Count how many lines of the data include "Keep". The answer is that number and nothing else.

» INFORMATION PROVIDED
--- START ---

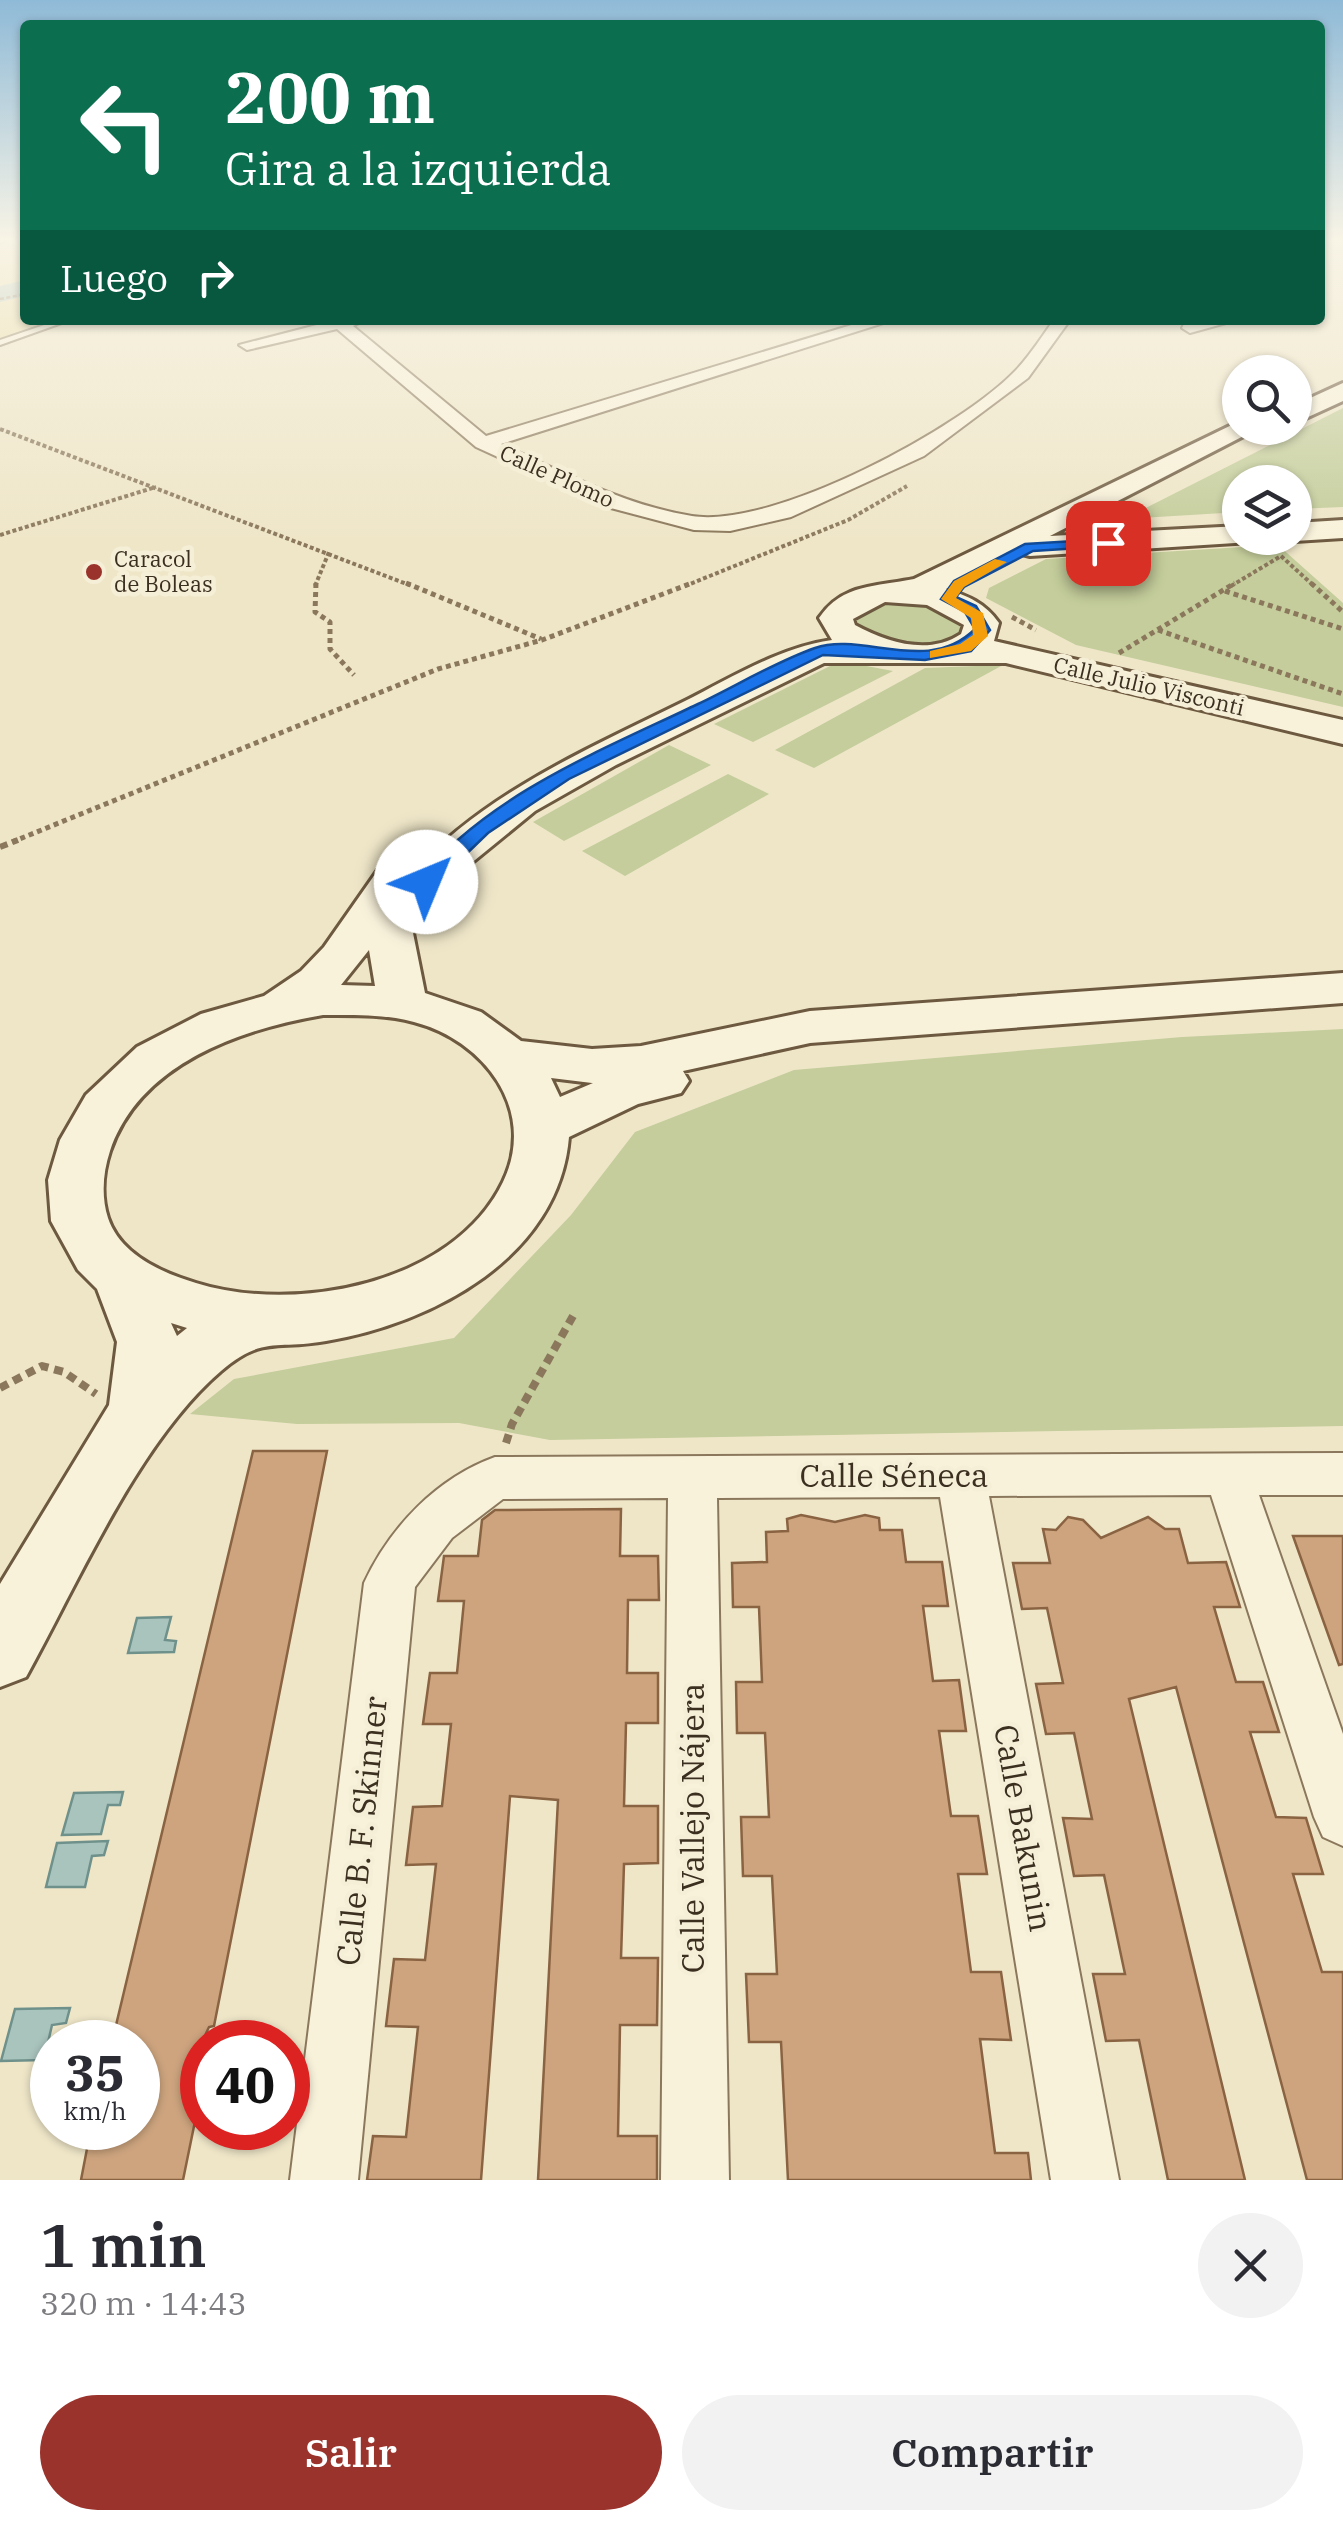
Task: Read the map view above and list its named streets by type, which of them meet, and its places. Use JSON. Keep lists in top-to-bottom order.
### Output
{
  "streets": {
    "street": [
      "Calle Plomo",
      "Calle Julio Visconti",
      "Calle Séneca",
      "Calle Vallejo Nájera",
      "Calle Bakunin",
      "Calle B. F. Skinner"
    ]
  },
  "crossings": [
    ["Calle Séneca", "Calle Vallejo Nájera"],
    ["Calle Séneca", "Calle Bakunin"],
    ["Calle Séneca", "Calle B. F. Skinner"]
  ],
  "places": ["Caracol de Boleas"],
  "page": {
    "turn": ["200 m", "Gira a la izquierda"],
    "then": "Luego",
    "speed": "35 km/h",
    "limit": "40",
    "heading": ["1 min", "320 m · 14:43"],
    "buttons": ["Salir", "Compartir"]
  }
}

--- END ---
--- START ---

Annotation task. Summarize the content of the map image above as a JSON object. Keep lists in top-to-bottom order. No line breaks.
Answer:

--- END ---

» EXERCISE RESULT
2